Community//

The Next Wave of Co-working is Designed With Emotional Intelligence in Mind

Reimagining co-working as care-working - an environment that cares for the whole person and not only the space they pay to occupy

The Jane Club founders, producer Jess Zaino (left) and actress, writer June Diane Raphael (right)
The Jane Club founders, producer Jess Zaino (left) and actress, writer June Diane Raphael (right)

As a proud business owner, I’ve worked hard to design the life I want. A major part of this is the freedom to work from wherever I happen to be and empower others to do the same. In doing so, I’ve camped out in numerous co-working spaces nationwide, quietly observing the best and sometimes worst of each environment.

Unlike the folks who need more permanent digs, I hadn’t really thought of the co-working experience as, well, an experience, or anything more than a temporary solution, until now. 

The widening spectrum of “experience spaces” is right on trend. Liz Elam, executive producer of the Global Coworking Unconference Conference, recently said that coworking will replace the office.

“It’s is the 4th industrial revolution and that revolution is being driven by the changing nature of work. The time will come when people don’t go to offices, they go to coworking spaces,” she explained.

And with so many options available, value-added differentiation is key.

“A focus on wellness will continue to make a huge impact on design, from the building, to the air, to the light,” said Elam. 

Redefining co-working

Founded in 2018 by actor and writer June Diane Raphael and producer Jess Zaino, The Jane Club is designed to take care of the woman who takes care of everyone else, and is the only community co-working house with onsite but-on-the-side childcare included.

It is noticeably different from any other co-working space from the moment you walk in. Calm. Spa- and home-like, but social. Diverse in ethnicities and interests and states-of-the-womb. While the main differentiator is a hybrid home/office environment with childcare, what it really provides is a wholistic approach to womanhood at work. (Or mandom. The Jane Club is inclusive.)

“Our Janes don’t work for us, we work for them,” offered co-founder Jess Zaino.

And this is the emotionally intelligent approach to co-working that’s missing most everywhere else.
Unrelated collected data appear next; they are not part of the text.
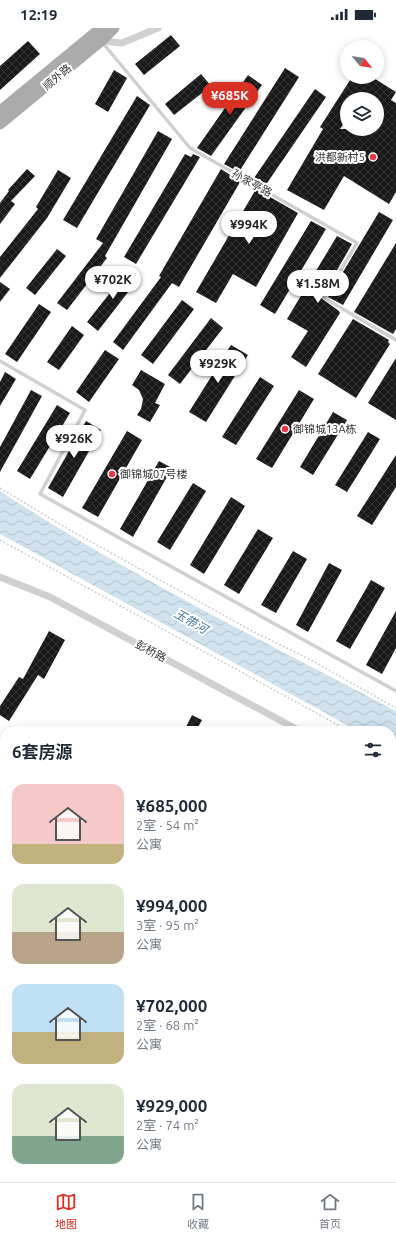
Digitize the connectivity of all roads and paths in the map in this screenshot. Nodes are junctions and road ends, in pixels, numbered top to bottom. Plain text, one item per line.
1 (114, 28) edge
2 (158, 28) edge
3 (98, 33) edge
4 (0, 110) edge
5 (0, 124) edge
6 (396, 340) edge
7 (0, 361) edge
8 (0, 488) edge
9 (0, 540) edge
10 (0, 577) edge
11 (396, 691) edge
12 (396, 708) edge
13 (291, 726) edge
14 (340, 726) edge

1 - 3 main road, 顺外路
2 - 3 street
3 - 4 main road, 顺外路
3 - 5 main road, 顺外路
3 - 6 lane, 孙家亭路
7 - 11 lane
8 - 12 path
9 - 14 path
10 - 13 street, 彭桥路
The advent of care-working

Care-working – as I’ve come to call it – is the holistic approach to the modern professional environment. Care-working is:

1) A home-like space for those who want to work from home, but not with the distractions and responsibilities of their own,

2) The right mix of meaningful perks (as opposed to the ill-advised and often forgotten ping pong table found in modern workplaces worldwide),

3) A purposeful camaraderie that would be all but drowned in kegs in the conventional co-working kitchen, and

4) Programming designed for the mind, body, and soul, not just the networking.

A care-working adventure like The Jane Club provides an environment that allows members to take care of real life at the same time they foster social connectivity and boost individual productivity. 

That’s not to say other spaces don’t.  But often times it’s an unintended outcome, not baked into the organization’s DNA.

Created for psychological safety

Co-working spaces – while largely marketed on their perks – are like any other workplace in that they fail if they are not safe. And I don’t mean just physically safe. That’s table stakes for business operations. I mean the psychological safety that supports mental health and elevates the work experience.

“When our Janes feel safe (and cared for), they thrive,” said Zaino.

A trust-based, safe environment is proven time and again to be the number one characteristic of successful and productive individuals and teams. The come-as-you-are, make-up-off-not-on nature of care-working forces members to check their judgment at the door.

Perhaps even harder to solve in conventional workplaces – care-working environments boast a diversity of professions and roles. Workplaces unrelated to a specific industry eliminate psychosocial competitiveness and encourage collaboration and build community.

Modern offices worldwide are addressing or pressured to consider all of these things – especially the childcare part – but the achievement potential largely rests with visionaries like Raphael and Zaino who not only create space to work AND raise children, but who endeavor to raise others.

I wish every workplace culture was so thoughtful.